## Your assignment
The required output is a single number: how many lines of the material contain the string "Drive".

(Task data)

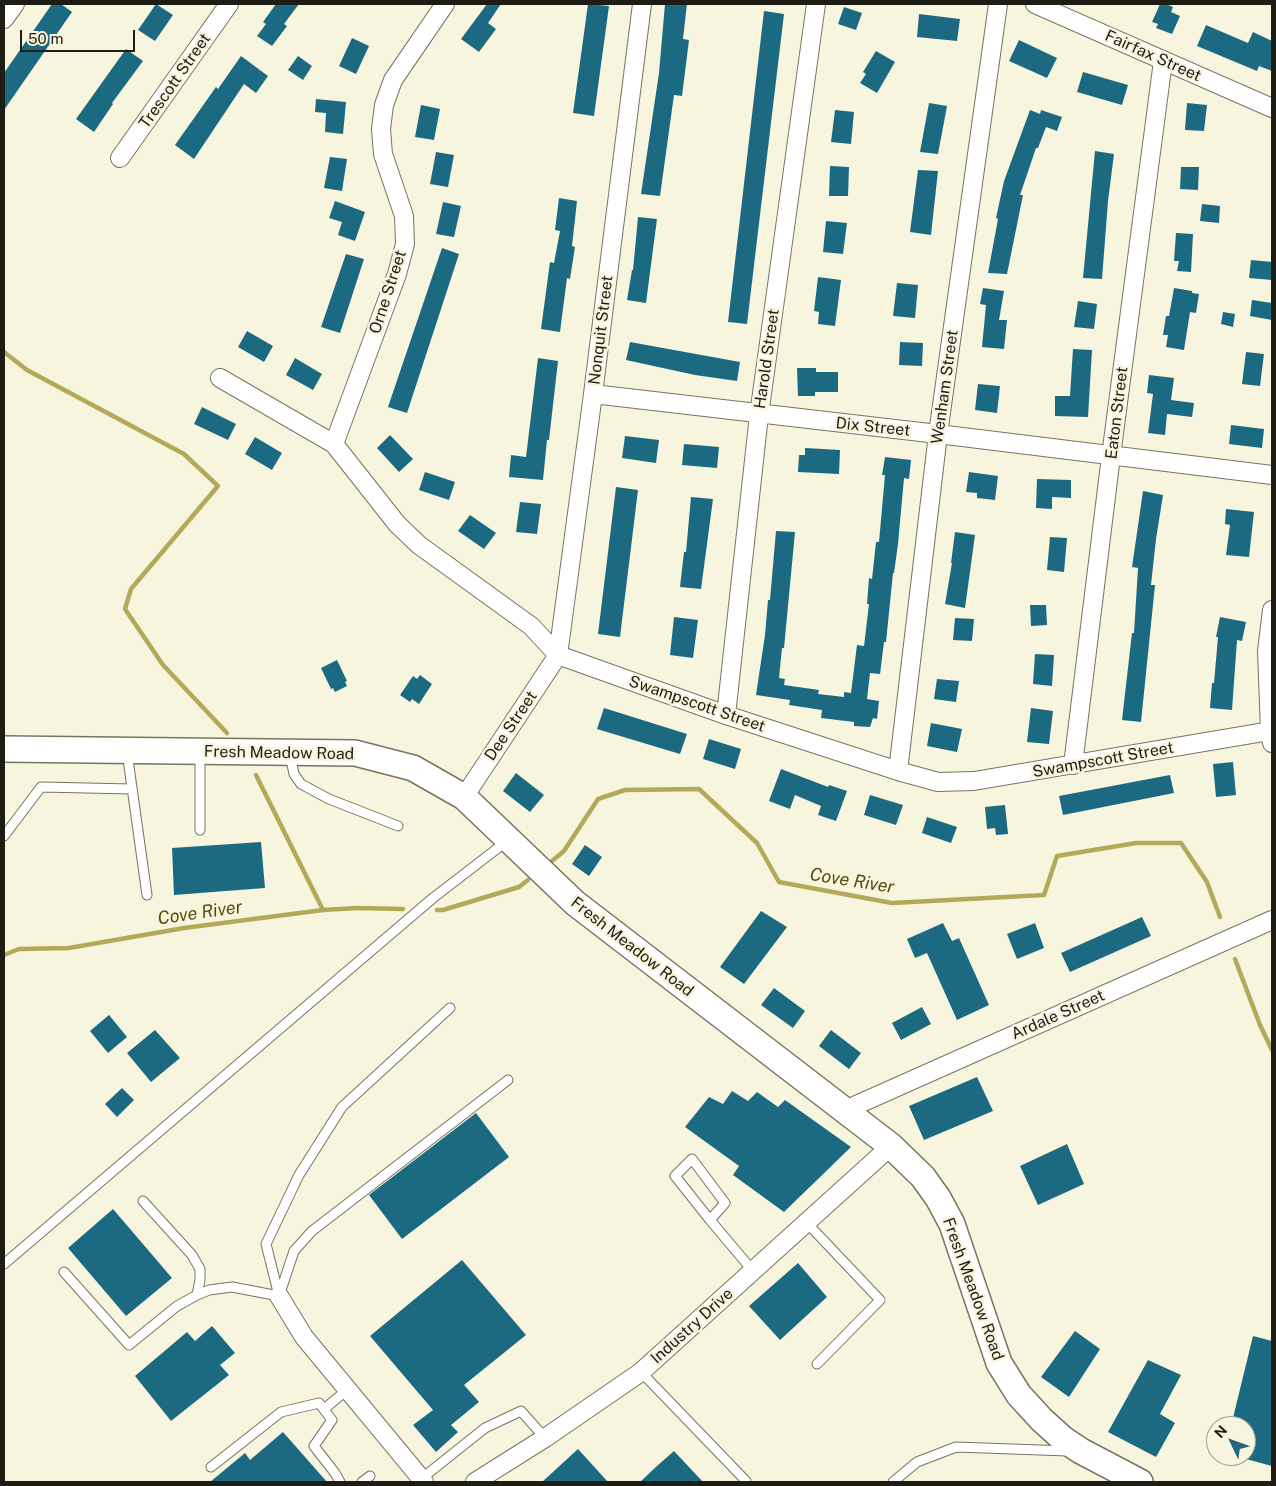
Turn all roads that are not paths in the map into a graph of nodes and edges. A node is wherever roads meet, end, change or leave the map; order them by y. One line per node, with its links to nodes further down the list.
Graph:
1 (15, 4): 8 (street)
2 (229, 4): 11 (street, Trescott Street)
3 (445, 4): 16 (street, Orne Street)
4 (642, 4): 13 (street, Nonquit Street)
5 (816, 4): 14 (street, Harold Street)
6 (998, 4): 15 (street, Wenham Street)
7 (1035, 4): 9 (street, Fairfax Street)
8 (4, 19)
9 (1162, 61): 10 (street, Fairfax Street); 17 (street, Eaton Street)
10 (1272, 108)
11 (120, 158)
12 (220, 378): 16 (street, Swampscott Street)
13 (593, 394): 14 (street, Dix Street); 20 (street, Nonquit Street)
14 (759, 415): 15 (street, Dix Street); 21 (street, Harold Street)
15 (938, 434): 17 (street, Dix Street); 28 (street, Wenham Street)
16 (334, 444): 20 (street, Swampscott Street)
17 (1111, 456): 18 (street, Dix Street); 27 (street, Eaton Street)
18 (1272, 476)
19 (1272, 610): 22 (street)
20 (558, 655): 21 (street, Swampscott Street); 30 (street, Dee Street)
21 (726, 715): 28 (street, Swampscott Street)
22 (1271, 737): 27 (street, Swampscott Street)
23 (4, 748): 24 (street, Fresh Meadow Road)
24 (127, 750): 25 (street, Fresh Meadow Road); 29 (lane)
25 (200, 751): 26 (street, Fresh Meadow Road); 32 (lane)
26 (289, 752): 30 (street, Fresh Meadow Road); 31 (lane)
27 (1073, 765): 28 (street, Swampscott Street)
28 (898, 771)
29 (132, 789): 33 (lane); 35 (lane)
30 (464, 797): 34 (street, Fresh Meadow Road)
31 (398, 826)
32 (200, 830)
33 (4, 836)
34 (509, 839): 39 (street, Fresh Meadow Road); 44 (lane)
35 (147, 895)
36 (1272, 920): 39 (street, Ardale Street)
37 (450, 1008): 48 (lane)
38 (508, 1080): 48 (lane)
39 (843, 1111): 40 (street, Fresh Meadow Road)
40 (891, 1146): 43 (street, Industry Drive); 54 (street, Fresh Meadow Road)
41 (143, 1201): 47 (lane)
42 (710, 1220): 42 (lane); 46 (lane)
43 (807, 1223): 46 (street, Industry Drive); 49 (lane)
44 (4, 1264)
45 (64, 1272): 47 (lane)
46 (753, 1272): 50 (street, Industry Drive)
47 (196, 1295): 48 (lane)
48 (279, 1296): 51 (street)
49 (817, 1364)
50 (641, 1372): 53 (street, Industry Drive); 58 (lane)
51 (347, 1390): 52 (lane); 57 (street)
52 (324, 1409): 55 (lane); 59 (lane)
53 (545, 1438): 57 (lane); 61 (street, Industry Drive)
54 (1081, 1451): 62 (lane); 63 (street, Fresh Meadow Road)
55 (211, 1467)
56 (370, 1476): 60 (lane)
57 (422, 1480)
58 (746, 1481)
59 (340, 1482)
60 (362, 1482)
61 (476, 1482)
62 (893, 1482)
63 (1140, 1482)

(End Task data)

## Exercise result
5